Only you did see him again, didn't you? You saw the way his eyes lit up when he saw Carter, like a little boy at Christmas. His jealousy left a bitter taste in your mouth, a slow, churning in your gut. And you hated him then, for a just a moment you hated him.

Then he was falling, falling, falling to his death. What you thought was his death and the bitterness turned to ashes and your skin felt shriveled and charred.

And it hurt. It hurt. 

Hurt.

*****

Was it cold when you saw him again? Was it hot? Did it rain? Later, you changed the story every time you told it.
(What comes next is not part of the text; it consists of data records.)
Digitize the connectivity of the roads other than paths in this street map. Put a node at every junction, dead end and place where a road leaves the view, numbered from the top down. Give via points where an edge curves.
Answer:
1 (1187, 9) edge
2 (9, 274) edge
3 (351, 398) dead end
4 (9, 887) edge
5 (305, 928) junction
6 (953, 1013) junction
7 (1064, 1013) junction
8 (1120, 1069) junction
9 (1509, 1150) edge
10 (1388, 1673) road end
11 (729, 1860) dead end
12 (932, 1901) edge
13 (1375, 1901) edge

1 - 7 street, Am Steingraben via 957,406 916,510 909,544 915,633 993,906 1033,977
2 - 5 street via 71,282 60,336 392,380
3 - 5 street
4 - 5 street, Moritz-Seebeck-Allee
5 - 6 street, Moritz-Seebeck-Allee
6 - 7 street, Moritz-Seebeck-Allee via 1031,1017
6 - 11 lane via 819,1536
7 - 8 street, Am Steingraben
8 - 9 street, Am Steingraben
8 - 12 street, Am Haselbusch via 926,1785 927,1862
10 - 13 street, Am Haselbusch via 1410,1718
But was summer in London and the heat was so oppressive you could barely breathe. Your shirt stuck to your skin and you wished you could strip down to your underclothes. 
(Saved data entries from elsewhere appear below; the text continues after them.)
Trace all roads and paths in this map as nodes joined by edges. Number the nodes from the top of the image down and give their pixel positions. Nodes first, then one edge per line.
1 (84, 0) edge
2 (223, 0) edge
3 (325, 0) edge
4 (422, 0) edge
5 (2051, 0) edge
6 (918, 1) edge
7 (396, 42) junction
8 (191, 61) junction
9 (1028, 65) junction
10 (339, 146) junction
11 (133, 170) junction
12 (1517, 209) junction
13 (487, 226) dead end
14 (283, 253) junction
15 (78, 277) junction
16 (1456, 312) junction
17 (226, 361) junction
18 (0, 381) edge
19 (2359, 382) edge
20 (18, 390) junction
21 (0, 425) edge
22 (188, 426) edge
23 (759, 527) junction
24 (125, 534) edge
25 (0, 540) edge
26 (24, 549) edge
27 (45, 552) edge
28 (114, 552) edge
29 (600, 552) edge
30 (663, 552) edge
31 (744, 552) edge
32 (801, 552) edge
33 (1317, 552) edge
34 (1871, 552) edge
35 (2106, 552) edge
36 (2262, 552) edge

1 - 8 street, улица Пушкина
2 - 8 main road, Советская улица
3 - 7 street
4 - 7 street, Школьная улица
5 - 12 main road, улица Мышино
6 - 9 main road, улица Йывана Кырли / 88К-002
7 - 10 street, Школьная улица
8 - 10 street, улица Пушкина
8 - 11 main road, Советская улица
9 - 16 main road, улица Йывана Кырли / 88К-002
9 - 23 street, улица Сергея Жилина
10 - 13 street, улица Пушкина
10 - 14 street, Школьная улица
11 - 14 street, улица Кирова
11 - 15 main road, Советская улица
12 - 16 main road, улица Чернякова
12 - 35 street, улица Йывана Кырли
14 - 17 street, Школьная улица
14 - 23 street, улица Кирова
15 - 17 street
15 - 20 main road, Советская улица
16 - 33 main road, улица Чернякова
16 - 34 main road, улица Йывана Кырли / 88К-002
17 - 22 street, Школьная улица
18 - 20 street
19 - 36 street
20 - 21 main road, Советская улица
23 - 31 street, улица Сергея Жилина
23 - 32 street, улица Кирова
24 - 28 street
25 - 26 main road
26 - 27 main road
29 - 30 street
When he walked in, eyes bright and curious, it felt like a sucker punch. Something like hope, like desire, like need bloomed just as bright in your chest.

And then he smiled at you and you broke. 

'I love you,' you thought, like the rhythm of a chugging train, 'I love you I love you I love you.'

***** 

You were bent over your workbench, a pencil in one hand, the other braced against the wood of the table. You heard footsteps behind you, but you didn't turn around. You knew who it was, your brain, your heart, the very cells in your body knew the cadence of his steps.

And yet it startled you when you felt his cold fingers against the back of your neck. They traced up into your hair, then curled there for a moment, before pulling away. 

When you finally got the courage to turn around, he was gone, and you thought maybe you'd dreamed it. But later, when you looked into your shaving mirror, you saw the smudges on your skin.

Pencil, you realized.

You washed away the physical evidence, but his marks lingered in your memory.

Forever in your memory. 

***** 

He handed you the beer he'd been nursing all night. "I can't finish it," he said with a slight moue of disgust.

You brought the glass to your lips and thought you could taste the lushness of his mouth on your tongue. 

***** 

"You're brilliant," he said, fingers against your neck, leaving marks that you'd touch later and smear on your skin like a promise.

"Of course I am." Because of course you were.

He smiled and tugged on a lock of your hair. "So modest."

You splintered, you shattered, and your pieces were jagged and dangerous. But you smiled back and brushed his hands away so as not to cut him. 

***** 

No one knew but you: his bright eyes, his easy smile, his fingers on your skin. 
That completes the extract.